Why do I NEED to change the way I write? What terrible thing is going to happen? Surely the worst is I continue to put my work online and self publish. That's fine - for me the reward is the old combat soldier crying at the death of Little Chick, or a straight man concerned about how he is rooting for my gay couple, the teen girl or boy that has a crush on my characters, making someone giggle or laugh. I love getting that kind of feedback - I even get a kick out of those that hate what I write.
 
:confused::DLOL that is what I get for not reading the rest of thread. I already participated in November. Which will explain the weird deja vu feeling I had writing the above post.

I've written two first drafts since then and my views haven't change an iota ;) My characters are constantly surprising me. As the song I posted goes I'm nothing without them and vice versa.
 
Hi AK,

You misunderstand. I'm not trying to tell anyone how to write. Each to their own. All I'm saying is that characters do not have lives and thoughts of their own (as postulated in the OP) and any attempt to pretend otherwise is just that - pretence. I have also argued that maintaining the pretence can harm, rather than help, the finished product.

If anyone had really found a way to create independent, free-thinking human (or fairy) life through writing, we are going to need to seriously rethink a few basic scientific laws.

And actually I have a story very much like the one you suggest about a story fairy

Sounds good. I love that sort of playing with the form.

I see no good reason to change the way I write.
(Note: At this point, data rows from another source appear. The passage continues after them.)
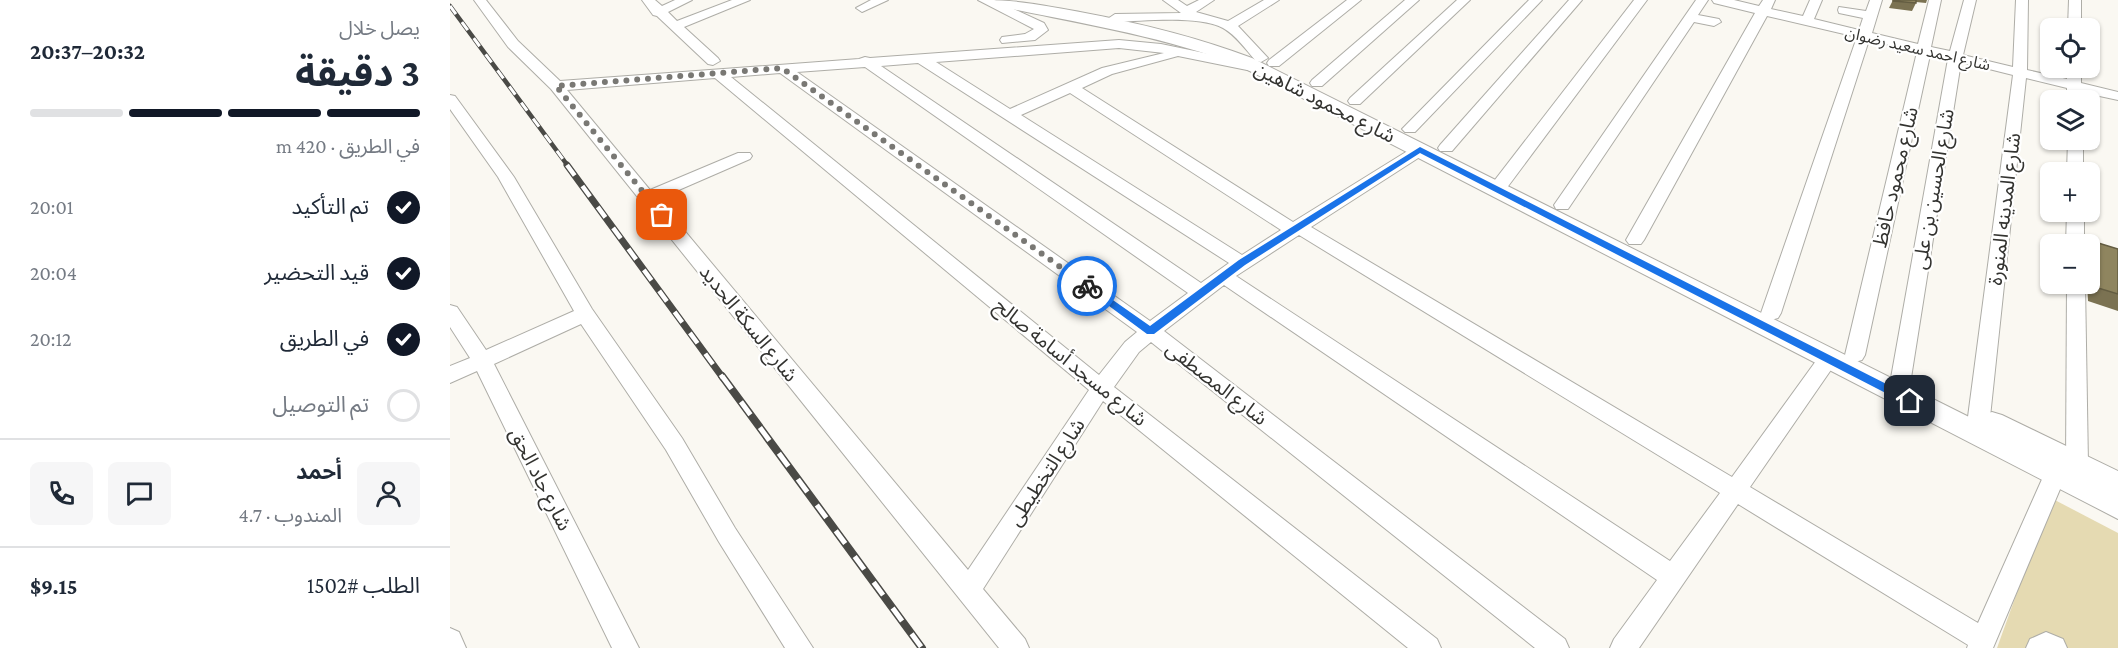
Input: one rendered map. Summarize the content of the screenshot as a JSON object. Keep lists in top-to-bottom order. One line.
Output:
{"streets":{"main road":["شارع محمود شاهين"],"street":["شارع احمد سعيد رضوان","شارع محمود حافظ","شارع الحسين بن على","شارع المدينه المنورة","شارع السكة الحديد","شارع مسجد أسامة صالح","شارع المصطفى","شارع التخطيطى","شارع جاد الحق"]},"crossings":[["شارع احمد سعيد رضوان","شارع محمود حافظ"],["شارع احمد سعيد رضوان","شارع الحسين بن على"],["شارع احمد سعيد رضوان","شارع المدينه المنورة"],["شارع محمود شاهين","شارع محمود حافظ"],["شارع محمود شاهين","شارع الحسين بن على"],["شارع محمود شاهين","شارع المدينه المنورة"],["شارع محمود شاهين","شارع التخطيطى"],["شارع السكة الحديد","شارع التخطيطى"],["شارع مسجد أسامة صالح","شارع التخطيطى"],["شارع المصطفى","شارع التخطيطى"]],"page":{"heading":["3 دقيقة","يصل خلال","20:32–20:37"],"panel":["أحمد","المندوب · 4.7","الطلب #1502","$9.15"],"map_buttons":["+","−"],"bar":"في الطريق · 420 m","list":[["تم التأكيد","20:01"],["قيد التحضير","20:04"],["في الطريق","20:12"],"تم التوصيل"]}}
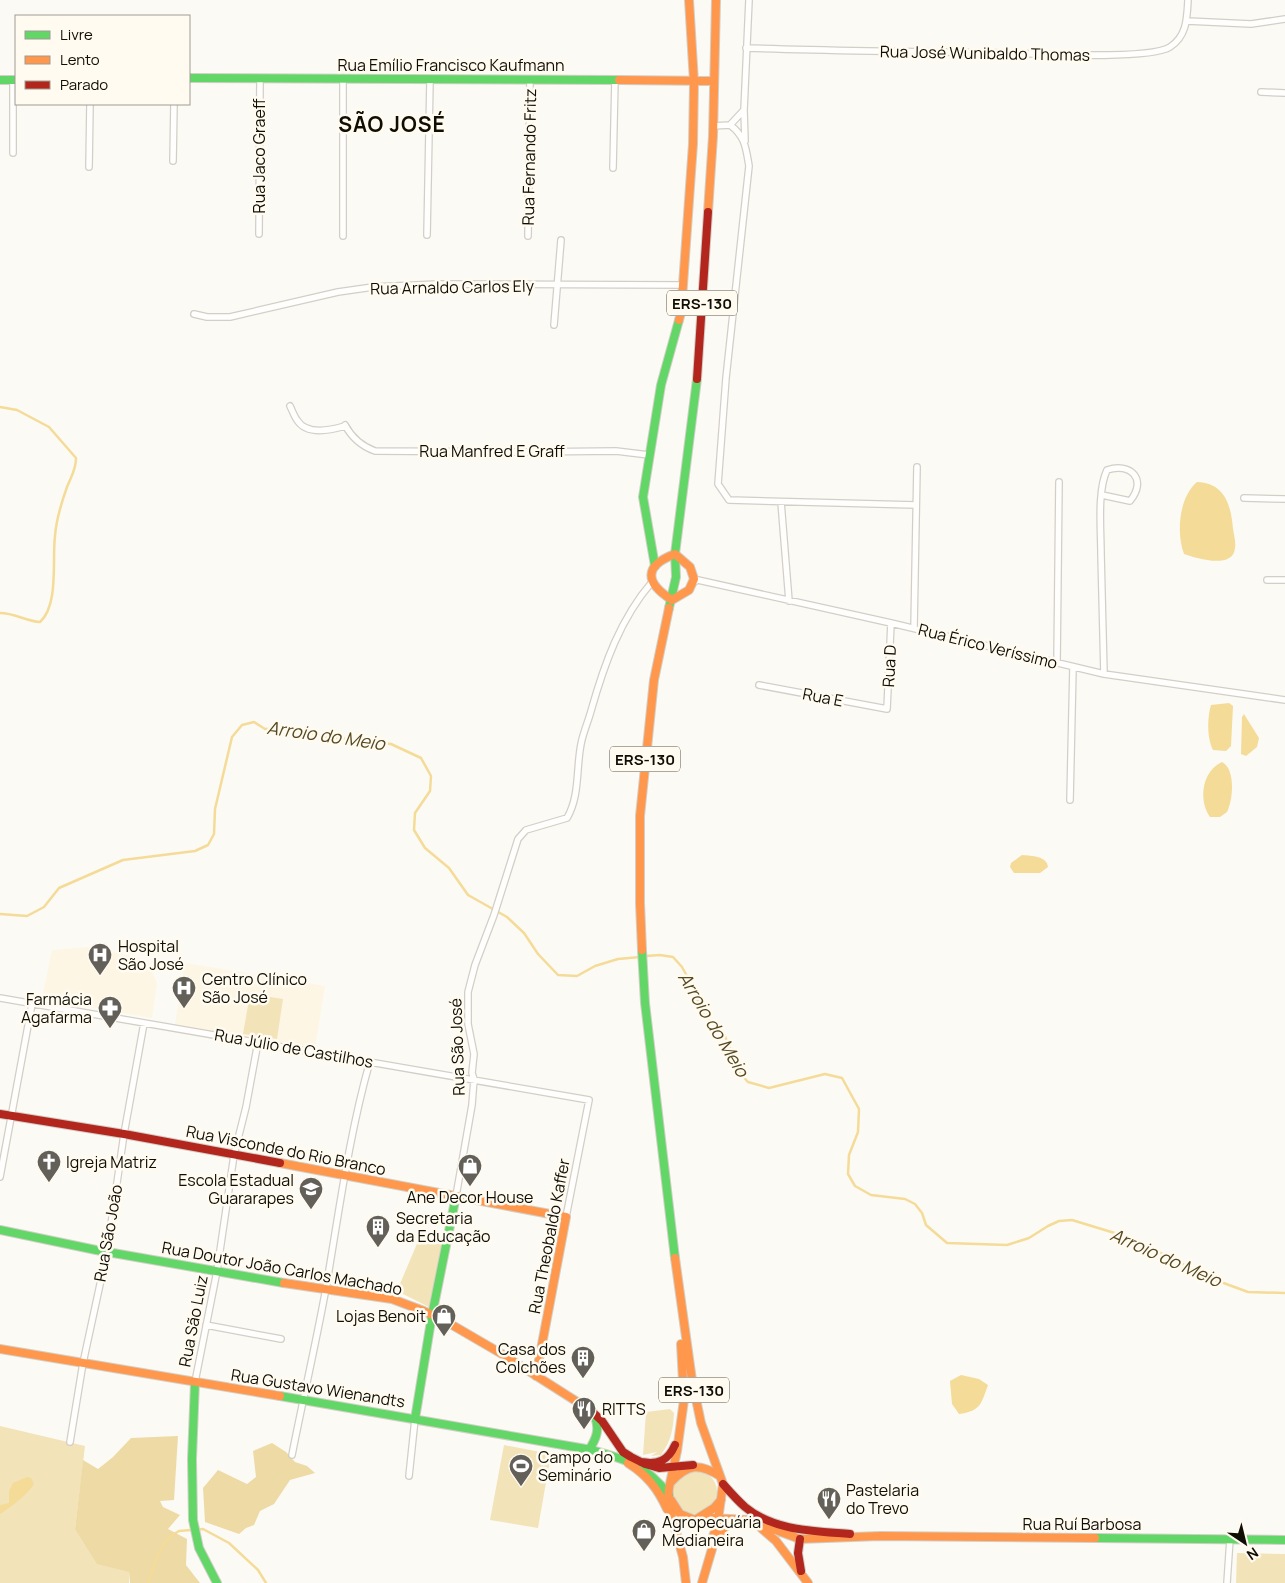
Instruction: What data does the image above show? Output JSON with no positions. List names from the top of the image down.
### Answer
{
  "streets": {
    "main road": [
      "Rua Emílio Francisco Kaufmann",
      "ERS-130",
      "Rua São José",
      "Rua Visconde do Rio Branco",
      "Rua Theobaldo Kaffer",
      "Rua Doutor João Carlos Machado",
      "Rua São Luiz",
      "Rua Gustavo Wienandts",
      "Rua Ruí Barbosa"
    ],
    "street": [
      "Rua José Wunibaldo Thomas",
      "Rua Jaco Graeff",
      "Rua Fernando Fritz",
      "Rua Arnaldo Carlos Ely",
      "Rua Manfred E Graff",
      "Rua Érico Veríssimo",
      "Rua D",
      "Rua E",
      "Rua Júlio de Castilhos",
      "Rua São João"
    ]
  },
  "crossings": [
    ["Rua Emílio Francisco Kaufmann", "Rua Jaco Graeff"],
    ["Rua Emílio Francisco Kaufmann", "Rua Fernando Fritz"],
    ["Rua Emílio Francisco Kaufmann", "ERS-130"],
    ["Rua Érico Veríssimo", "Rua D"],
    ["Rua D", "Rua E"],
    ["Rua São José", "Rua Júlio de Castilhos"],
    ["Rua São José", "Rua Visconde do Rio Branco"],
    ["Rua São José", "Rua Doutor João Carlos Machado"],
    ["Rua São José", "Rua Gustavo Wienandts"],
    ["Rua Júlio de Castilhos", "Rua São João"],
    ["Rua Júlio de Castilhos", "Rua Theobaldo Kaffer"],
    ["Rua Júlio de Castilhos", "Rua São Luiz"],
    ["Rua Visconde do Rio Branco", "Rua São João"],
    ["Rua Visconde do Rio Branco", "Rua Theobaldo Kaffer"],
    ["Rua Visconde do Rio Branco", "Rua São Luiz"],
    ["Rua São João", "Rua Doutor João Carlos Machado"],
    ["Rua São João", "Rua Gustavo Wienandts"],
    ["Rua Theobaldo Kaffer", "Rua Doutor João Carlos Machado"],
    ["Rua Doutor João Carlos Machado", "Rua São Luiz"],
    ["Rua Doutor João Carlos Machado", "Rua Gustavo Wienandts"],
    ["Rua São Luiz", "Rua Gustavo Wienandts"]
  ],
  "districts": ["SÃO JOSÉ"],
  "water": ["Arroio do Meio"],
  "places": {
    "hospital": ["Hospital São José", "Centro Clínico São José"],
    "pharmacy": ["Farmácia Agafarma"],
    "church": ["Igreja Matriz"],
    "shop": ["Ane Decor House", "Lojas Benoit", "Agropecuária Medianeira"],
    "school or university": ["Escola Estadual Guararapes"],
    "building": ["Secretaria da Educação", "Casa dos Colchões"],
    "restaurant": ["RITTS", "Pastelaria do Trevo"],
    "sports": ["Campo do Seminário"]
  },
  "legend": ["Livre", "Lento", "Parado"],
  "north": "bottom right"
}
How you write is your business and how I write is mine.

It is, but if you choose to discuss how you write on an internet forum full of strangers, you can't really complain if folk respond.

Again YOU need to take responsiblity for that which YOU produce rather than seeing YOURSELF as the gatekeeper to another world which is not of YOUR making.

I'll only take you out of that sentence when someone can show me that Storyland exists as a separate, freestanding magical world which can only be accessed by writers recruiting characters for their next work. Mind you, the writers of Shrek have played around on the edges of this idea and the results were quite excellent, in my view.

Writing for me is above all fun, however a good character deserves a great story and I will make it the very best I can.

Couldn't agree more.

Why do I NEED to change the way I write?

You don't. No-one said you should.

Regards,

Peter
 
:confused::DLOL that is what I get for not reading the rest of thread. I already participated in November. Which will explain the weird deja vu feeling I had writing the above post.

I've written two first drafts since then and my views haven't change an iota ;) My characters are constantly surprising me. As the song I posted goes I'm nothing without them and vice versa.

At least you were consistent! I enjoy my characters, sometimes I play out different scenes with them and I couldn't write about them if they didn't seem to be pretty well rounded and alive. But I do try now to tame them a little when I'm writing, otherwise I get pulled up for them being inconsistent.

But we're all different, we all have different modes of working. You are so creative, with so many original ideas that I could never think up in a million years (lice bands? Wilf and Doris?), it obviously works for you. I'd never get anything finished if I took the same approach! So, mine works for me.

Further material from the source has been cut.